All lines in the data bearing the string "Três" should be identified and copied.

Records from a data source:
* * *

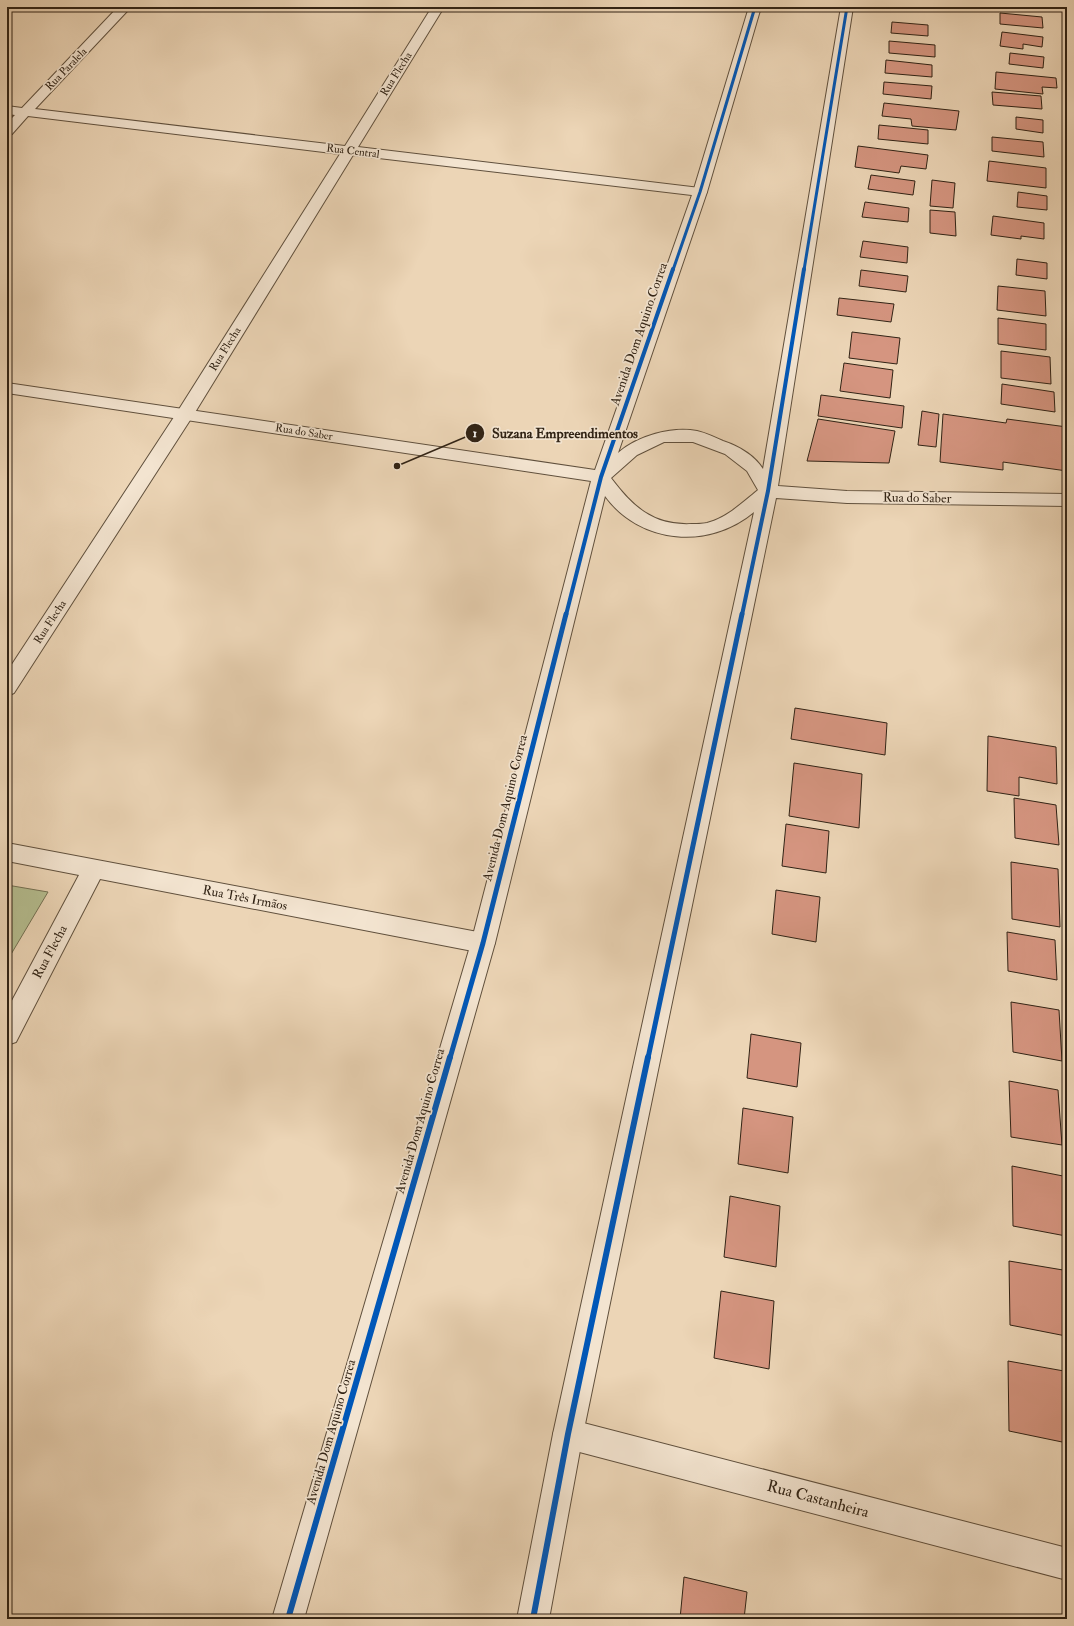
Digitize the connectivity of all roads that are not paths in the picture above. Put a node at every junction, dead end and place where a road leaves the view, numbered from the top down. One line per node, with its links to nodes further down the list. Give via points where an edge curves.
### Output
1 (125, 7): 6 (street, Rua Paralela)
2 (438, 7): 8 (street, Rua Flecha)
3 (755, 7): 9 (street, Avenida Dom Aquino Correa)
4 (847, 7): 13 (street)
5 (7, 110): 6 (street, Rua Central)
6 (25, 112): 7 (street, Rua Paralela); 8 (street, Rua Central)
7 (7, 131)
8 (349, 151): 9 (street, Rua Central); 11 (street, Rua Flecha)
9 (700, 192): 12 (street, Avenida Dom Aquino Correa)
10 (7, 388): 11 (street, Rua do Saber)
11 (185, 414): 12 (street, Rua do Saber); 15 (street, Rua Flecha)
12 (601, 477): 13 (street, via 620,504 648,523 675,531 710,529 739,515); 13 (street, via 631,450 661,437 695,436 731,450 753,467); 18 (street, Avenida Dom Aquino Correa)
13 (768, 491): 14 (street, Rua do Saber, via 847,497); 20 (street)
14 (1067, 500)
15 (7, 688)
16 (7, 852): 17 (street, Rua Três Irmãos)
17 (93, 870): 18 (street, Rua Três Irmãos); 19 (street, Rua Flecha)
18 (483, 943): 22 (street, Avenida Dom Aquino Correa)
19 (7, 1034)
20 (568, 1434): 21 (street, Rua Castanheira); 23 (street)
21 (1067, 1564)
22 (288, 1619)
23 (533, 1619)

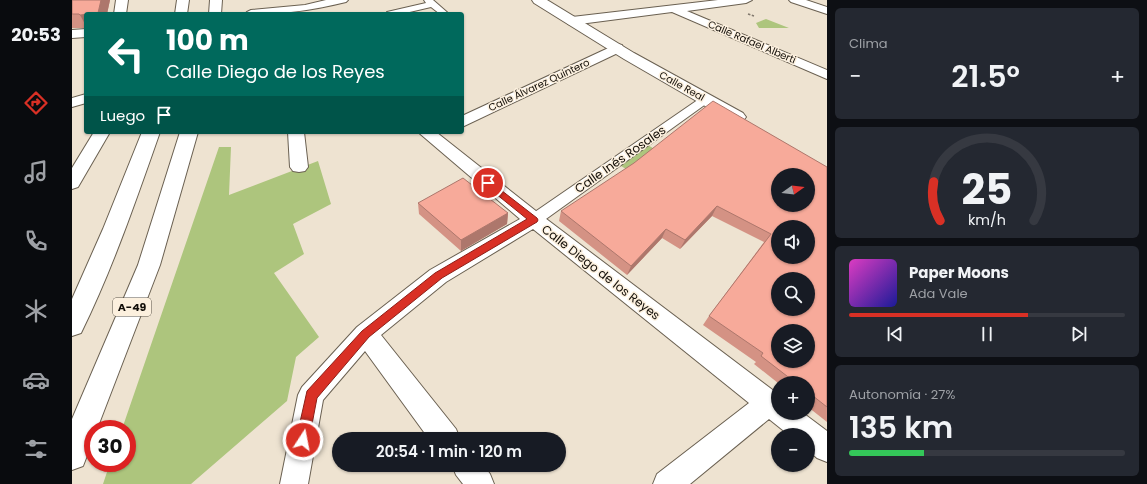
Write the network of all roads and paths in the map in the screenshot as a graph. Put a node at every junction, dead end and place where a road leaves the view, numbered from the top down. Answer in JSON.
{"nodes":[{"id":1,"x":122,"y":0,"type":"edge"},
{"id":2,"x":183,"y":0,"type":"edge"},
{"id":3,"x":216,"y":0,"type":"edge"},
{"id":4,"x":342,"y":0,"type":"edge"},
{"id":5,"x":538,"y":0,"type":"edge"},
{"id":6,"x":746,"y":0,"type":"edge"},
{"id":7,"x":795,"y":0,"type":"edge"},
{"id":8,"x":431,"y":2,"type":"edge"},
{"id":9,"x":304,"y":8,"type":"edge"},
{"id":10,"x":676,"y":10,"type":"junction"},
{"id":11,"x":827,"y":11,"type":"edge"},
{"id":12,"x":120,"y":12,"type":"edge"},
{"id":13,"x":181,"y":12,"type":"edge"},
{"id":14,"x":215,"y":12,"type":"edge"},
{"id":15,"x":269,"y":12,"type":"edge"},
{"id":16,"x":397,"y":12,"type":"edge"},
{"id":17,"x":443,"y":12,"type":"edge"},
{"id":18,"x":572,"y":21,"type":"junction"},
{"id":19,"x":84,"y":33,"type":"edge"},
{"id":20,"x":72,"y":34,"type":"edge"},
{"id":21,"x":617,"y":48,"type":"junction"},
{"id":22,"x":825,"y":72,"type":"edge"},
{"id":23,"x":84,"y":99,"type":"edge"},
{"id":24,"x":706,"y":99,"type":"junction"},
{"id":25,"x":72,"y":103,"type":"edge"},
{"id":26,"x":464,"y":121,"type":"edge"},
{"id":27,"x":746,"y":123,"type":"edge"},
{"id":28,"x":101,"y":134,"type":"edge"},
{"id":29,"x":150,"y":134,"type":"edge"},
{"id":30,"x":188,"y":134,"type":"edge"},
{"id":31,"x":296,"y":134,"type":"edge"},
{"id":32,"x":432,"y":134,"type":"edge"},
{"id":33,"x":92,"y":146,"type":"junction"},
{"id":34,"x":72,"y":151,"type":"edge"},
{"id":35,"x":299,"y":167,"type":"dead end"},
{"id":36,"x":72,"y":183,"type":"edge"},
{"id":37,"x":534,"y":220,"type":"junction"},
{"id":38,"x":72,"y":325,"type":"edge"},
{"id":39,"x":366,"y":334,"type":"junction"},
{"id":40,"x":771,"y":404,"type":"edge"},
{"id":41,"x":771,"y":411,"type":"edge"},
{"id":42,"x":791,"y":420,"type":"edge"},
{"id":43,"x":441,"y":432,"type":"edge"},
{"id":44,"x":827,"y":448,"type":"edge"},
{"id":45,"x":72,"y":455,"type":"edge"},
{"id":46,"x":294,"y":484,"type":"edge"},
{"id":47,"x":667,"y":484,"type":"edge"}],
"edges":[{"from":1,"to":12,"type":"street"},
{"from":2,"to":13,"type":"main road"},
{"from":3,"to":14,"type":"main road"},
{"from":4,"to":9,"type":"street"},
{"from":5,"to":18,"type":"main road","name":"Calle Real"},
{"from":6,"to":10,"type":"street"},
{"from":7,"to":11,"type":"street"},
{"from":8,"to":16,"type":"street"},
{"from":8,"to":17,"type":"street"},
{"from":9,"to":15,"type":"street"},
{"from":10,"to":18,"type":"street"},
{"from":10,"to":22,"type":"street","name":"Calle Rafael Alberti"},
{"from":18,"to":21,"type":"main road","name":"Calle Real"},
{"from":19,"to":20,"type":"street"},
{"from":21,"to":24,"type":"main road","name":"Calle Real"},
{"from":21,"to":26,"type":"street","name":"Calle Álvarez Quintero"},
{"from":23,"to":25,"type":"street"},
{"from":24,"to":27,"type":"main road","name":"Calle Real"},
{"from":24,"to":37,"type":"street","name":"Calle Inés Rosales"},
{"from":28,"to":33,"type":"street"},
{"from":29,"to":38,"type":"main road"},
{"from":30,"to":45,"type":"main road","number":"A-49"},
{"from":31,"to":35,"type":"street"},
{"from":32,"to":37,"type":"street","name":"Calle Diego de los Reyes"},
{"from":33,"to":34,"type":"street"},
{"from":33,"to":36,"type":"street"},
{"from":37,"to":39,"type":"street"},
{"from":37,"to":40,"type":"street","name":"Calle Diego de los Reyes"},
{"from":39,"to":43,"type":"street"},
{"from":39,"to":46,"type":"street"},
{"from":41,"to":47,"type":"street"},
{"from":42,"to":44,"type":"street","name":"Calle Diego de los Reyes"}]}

* * *

== Response to this exercise ==
16 (7, 852): 17 (street, Rua Três Irmãos)
17 (93, 870): 18 (street, Rua Três Irmãos); 19 (street, Rua Flecha)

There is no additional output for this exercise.